When I already have a set, and I know the variable names, I can use the scan function. However, when doing original data list,
my problem here is that the Location, such as New Jersey, has a space, so I am using the &, but there are cases where a $15. informat, for shorter location names, included data in the name field. I could just manually place spaces after the name to make sure that there are no numbers in the name, but there must be a better way to do this? Any thoughts would be appreciated.

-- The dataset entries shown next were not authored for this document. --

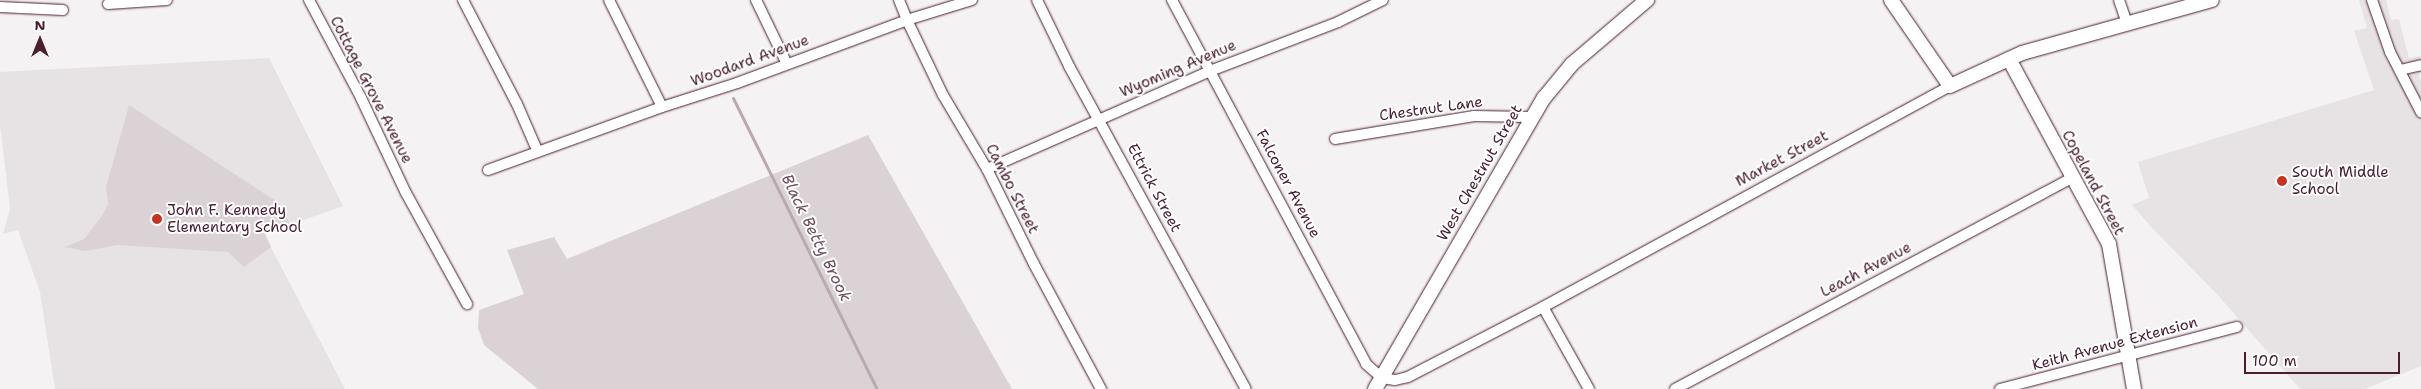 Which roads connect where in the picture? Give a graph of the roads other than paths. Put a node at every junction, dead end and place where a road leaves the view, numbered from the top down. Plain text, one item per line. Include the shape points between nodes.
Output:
1 (167, 0) edge
2 (309, 0) edge
3 (463, 0) edge
4 (609, 0) edge
5 (756, 0) edge
6 (899, 0) edge
7 (972, 0) edge
8 (1037, 0) edge
9 (1172, 0) edge
10 (1383, 0) edge
11 (1647, 0) edge
12 (1892, 0) edge
13 (2119, 0) edge
14 (2212, 0) edge
15 (2372, 0) edge
16 (108, 4) dead end
17 (0, 7) edge
18 (63, 10) dead end
19 (907, 20) junction
20 (2127, 23) junction
21 (2009, 59) junction
22 (787, 64) junction
23 (2421, 65) edge
24 (2400, 70) junction
25 (1210, 71) junction
26 (1950, 86) junction
27 (662, 107) junction
28 (2421, 112) edge
29 (1531, 117) junction
30 (1100, 119) junction
31 (1335, 139) dead end
32 (538, 152) junction
33 (987, 169) junction
34 (488, 170) dead end
35 (2071, 178) junction
36 (467, 304) dead end
37 (1543, 307) junction
38 (2238, 327) dead end
39 (2128, 356) junction
40 (1379, 383) edge
41 (1101, 389) edge
42 (1246, 389) edge
43 (1589, 389) edge
44 (1675, 389) edge
45 (2000, 389) edge
46 (2134, 389) edge

1 - 16 street
2 - 36 street, Cottage Grove Avenue via 406,193
3 - 32 street
4 - 27 street
5 - 22 street
6 - 19 street, Cambo Street
7 - 19 street, Woodard Avenue
8 - 30 street, Ettrick Street via 1069,66
9 - 25 street, Falconer Avenue
10 - 25 street, Wyoming Avenue via 1338,22
11 - 29 main road, West Chestnut Street via 1572,64
12 - 26 main road
13 - 20 street
14 - 20 main road, Market Street
15 - 24 street via 2390,52
17 - 18 street
19 - 22 street, Woodard Avenue
19 - 33 street, Cambo Street via 943,94
20 - 21 main road, Market Street
21 - 26 main road, Market Street
21 - 35 main road, Copeland Street
22 - 27 street, Woodard Avenue
23 - 24 street
24 - 28 street
25 - 30 street, Wyoming Avenue
25 - 40 street, Falconer Avenue
26 - 37 street, Market Street
27 - 32 street, Woodard Avenue
29 - 31 street, Chestnut Lane via 1474,116
29 - 40 main road, West Chestnut Street
30 - 33 street, Wyoming Avenue
30 - 42 street, Ettrick Street
32 - 34 street, Woodard Avenue
33 - 41 street, Cambo Street
35 - 39 main road, Copeland Street via 2109,244
35 - 44 street, Leach Avenue
37 - 40 street, Market Street via 1408,377
37 - 43 street
38 - 39 street, Keith Avenue Extension
39 - 45 street, Keith Avenue Extension
39 - 46 main road, Copeland Street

Libname SasData '/folders/myfolders/SASData' ;
Data HIV_Surveillance ;
Input Residence_Location & $15.
Reported_Cases : 8.
All_Cases : 8. ;
Atlanta 6355 14776
Baltimore 3490 10176
Boston 2769 9334
New Jersey 4893 9457
Above, 6355 ends up with the name Atlanta. I could just increase the spaces after atlanta to make up the 15 characters, but is there a better way to do this? Thanks!
03-16-2018 04:05 PM
Here are two different ways one requires the dsd option and quoting the values with a space in the middle. Second has TWO, no need to pad to 15) spaces after the first variable for all records
Data HIV_Surveillance ; infile datalines dsd dlm=' '; informat Residence_Location $15. Reported_Cases 8. All_Cases 8. ; Input Residence_Location Reported_Cases All_Cases ; Datalines ; Atlanta 6355 14776 Baltimore 3490 10176 Boston 2769 9334 "New Jersey" 4893 9457 ; Data HIV_Surveillance ; input Residence_Location & :$15. Reported_Cases :8. All_Cases :8. ; Datalines ; Atlanta 6355 14776 Baltimore 3490 10176 Boston 2769 9334 New Jersey 4893 9457 ; run;
Better might be to use another delimeter such as , or ; instead of default space
03-17-2018 09:57 AM
Data HIV_Surveillance ; input; p=anydigit(_infile_); Residence_Location=substr(_infile_,1,p-1); Reported_Cases=scan(substr(_infile_,p),1); All_Cases=scan(substr(_infile_,p),2); drop p; Datalines ; Atlanta 6355 14776 Baltimore 3490 10176 Boston 2769 9334 New Jersey 4893 9457 ; proc print;run;